– Благословите, батюшка!
Петр Афанасьевич поднялся, истово, от души благословил дочь и, не удержавшись, крепко обнял, хотя и понимал, что следует быть сдержаннее и отцовской слабины не являть.
– Господь да благословит и да оборонит тебя, чадо…береги себя!
– Ради вас – непременно! – она на минуту благодарно прижалась к его худому плечу, потом вспомнила о братьях и прыснула со смеху: – Батюшка, признайтесь, наших дуроломов вы нарочно из дому спровадили?
– А то как же? Небось и я не лыком шит! – он тоже засмеялся, довольный своей хитростью. – Путались бы сейчас под ногами, того и гляди, за тобой бы увязались. А нынче это нам не с руки, сама понимаешь… ничего, пусть поохотятся. И помни, с ними о делах – ни гу-гу! Ежели про трактир сведают да станут приставать, с чего да зачем, прикинься дурочкой, отвечай одно: батюшка, мол, просил болящему гостинцев снести.

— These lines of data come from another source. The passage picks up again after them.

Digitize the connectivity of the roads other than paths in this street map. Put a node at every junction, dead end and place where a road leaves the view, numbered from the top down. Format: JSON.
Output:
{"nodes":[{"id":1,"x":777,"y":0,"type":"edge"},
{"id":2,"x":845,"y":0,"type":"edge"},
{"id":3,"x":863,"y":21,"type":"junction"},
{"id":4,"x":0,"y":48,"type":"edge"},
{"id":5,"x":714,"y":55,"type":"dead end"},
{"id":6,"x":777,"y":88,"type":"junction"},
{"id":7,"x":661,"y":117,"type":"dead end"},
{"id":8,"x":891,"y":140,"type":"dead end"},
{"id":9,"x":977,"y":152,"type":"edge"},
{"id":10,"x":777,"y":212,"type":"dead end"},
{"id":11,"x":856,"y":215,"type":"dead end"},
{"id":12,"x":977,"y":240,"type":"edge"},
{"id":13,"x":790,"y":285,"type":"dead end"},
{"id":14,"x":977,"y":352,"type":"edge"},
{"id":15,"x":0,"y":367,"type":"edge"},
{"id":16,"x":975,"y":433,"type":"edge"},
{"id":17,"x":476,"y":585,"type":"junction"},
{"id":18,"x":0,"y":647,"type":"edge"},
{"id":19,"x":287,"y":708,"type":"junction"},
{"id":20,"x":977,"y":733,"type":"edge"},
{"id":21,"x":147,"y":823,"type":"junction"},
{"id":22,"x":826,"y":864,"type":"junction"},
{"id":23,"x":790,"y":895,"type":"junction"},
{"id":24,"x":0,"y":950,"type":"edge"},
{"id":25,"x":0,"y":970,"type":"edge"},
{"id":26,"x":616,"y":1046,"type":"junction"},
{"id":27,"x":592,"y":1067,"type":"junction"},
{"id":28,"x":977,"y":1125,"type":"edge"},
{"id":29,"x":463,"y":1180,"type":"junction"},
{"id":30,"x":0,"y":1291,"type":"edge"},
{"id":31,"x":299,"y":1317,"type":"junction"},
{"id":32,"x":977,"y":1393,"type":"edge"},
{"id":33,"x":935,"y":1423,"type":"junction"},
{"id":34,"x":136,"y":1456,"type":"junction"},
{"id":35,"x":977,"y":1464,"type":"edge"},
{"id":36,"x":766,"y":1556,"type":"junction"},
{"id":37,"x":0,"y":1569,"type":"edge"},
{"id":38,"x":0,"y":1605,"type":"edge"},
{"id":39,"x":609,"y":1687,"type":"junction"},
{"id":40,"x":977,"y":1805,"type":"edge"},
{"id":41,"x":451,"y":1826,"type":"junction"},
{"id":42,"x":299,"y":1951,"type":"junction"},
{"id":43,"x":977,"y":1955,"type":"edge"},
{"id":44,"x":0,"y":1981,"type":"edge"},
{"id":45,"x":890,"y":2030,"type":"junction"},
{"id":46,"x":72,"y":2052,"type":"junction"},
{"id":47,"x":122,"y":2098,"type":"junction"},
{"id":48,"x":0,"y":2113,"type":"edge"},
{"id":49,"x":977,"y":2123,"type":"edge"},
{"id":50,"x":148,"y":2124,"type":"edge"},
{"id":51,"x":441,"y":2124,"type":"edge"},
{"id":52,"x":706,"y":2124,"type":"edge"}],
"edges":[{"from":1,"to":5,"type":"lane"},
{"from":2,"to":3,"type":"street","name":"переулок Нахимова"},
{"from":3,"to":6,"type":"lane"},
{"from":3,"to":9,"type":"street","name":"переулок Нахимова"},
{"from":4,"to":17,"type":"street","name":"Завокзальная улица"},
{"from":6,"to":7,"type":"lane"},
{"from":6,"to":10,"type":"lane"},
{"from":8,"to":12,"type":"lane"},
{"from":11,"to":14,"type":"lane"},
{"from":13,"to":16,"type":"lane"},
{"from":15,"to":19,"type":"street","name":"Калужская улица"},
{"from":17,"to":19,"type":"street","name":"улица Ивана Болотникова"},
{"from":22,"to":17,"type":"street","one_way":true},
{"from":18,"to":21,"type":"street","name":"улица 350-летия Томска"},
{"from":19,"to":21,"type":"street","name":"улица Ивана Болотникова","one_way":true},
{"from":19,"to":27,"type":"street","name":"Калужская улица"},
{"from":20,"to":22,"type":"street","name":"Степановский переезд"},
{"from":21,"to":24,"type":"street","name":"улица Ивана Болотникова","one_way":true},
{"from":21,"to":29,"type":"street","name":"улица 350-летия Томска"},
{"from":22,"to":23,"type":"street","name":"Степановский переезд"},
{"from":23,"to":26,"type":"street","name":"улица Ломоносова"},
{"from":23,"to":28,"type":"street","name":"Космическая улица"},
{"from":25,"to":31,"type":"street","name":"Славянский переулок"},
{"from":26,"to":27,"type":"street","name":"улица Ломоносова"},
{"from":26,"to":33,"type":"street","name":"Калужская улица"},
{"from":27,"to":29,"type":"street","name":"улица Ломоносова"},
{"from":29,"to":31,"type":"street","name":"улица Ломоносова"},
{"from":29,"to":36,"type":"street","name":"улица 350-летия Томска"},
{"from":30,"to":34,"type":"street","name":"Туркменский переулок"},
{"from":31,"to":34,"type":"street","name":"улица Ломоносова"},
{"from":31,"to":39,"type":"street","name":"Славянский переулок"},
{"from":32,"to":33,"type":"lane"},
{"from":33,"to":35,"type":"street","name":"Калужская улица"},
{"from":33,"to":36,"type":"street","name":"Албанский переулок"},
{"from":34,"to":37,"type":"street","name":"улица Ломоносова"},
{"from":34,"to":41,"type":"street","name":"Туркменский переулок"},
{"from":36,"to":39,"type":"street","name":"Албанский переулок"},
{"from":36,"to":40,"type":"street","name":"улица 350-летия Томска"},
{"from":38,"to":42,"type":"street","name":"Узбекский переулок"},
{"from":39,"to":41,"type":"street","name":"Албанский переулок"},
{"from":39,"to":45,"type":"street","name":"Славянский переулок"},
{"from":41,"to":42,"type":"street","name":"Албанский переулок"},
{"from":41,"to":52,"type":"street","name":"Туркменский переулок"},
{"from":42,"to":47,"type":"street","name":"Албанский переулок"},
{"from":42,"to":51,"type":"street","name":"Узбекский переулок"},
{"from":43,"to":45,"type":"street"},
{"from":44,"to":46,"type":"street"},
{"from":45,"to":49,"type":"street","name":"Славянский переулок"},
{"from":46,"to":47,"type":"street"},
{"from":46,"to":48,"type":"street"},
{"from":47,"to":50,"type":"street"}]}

– Могли бы и не учить! – фыркнула Катя. – Нешто я недоумок какой? Не о том тревожитесь, отец. Лучше бы поразмыслили, что и как боярину Салтыкову посуразнее наплести, коли он вас пытать станет, а он станет, не сомневайтесь! И ему о сострадании к болящему лучше не заикаться – не поверит.
Вельяминов даже обмер от неожиданности. Силы Небесные! Откуда у нее сия догадка? Ведь он о Салтыкове и слова не проронил… ни о нем, ни о воеводе…
– Салтыков? Это… какой Салтыков? О чем ты… – растерянно переспросил он, лихорадочно пытаясь сообразить, куда лучше повернуть разговор. – Ежели ты про Василь Андреича, так он тут при чем?
– Про кого же еще? А при чем он, али не при чем, думайте сами – мне недосуг. Я пошла… – уже подходя к двери, Катя помедлила и негромко добавила: – Остерегайтесь его, отец! Даже если вы с ним заодно.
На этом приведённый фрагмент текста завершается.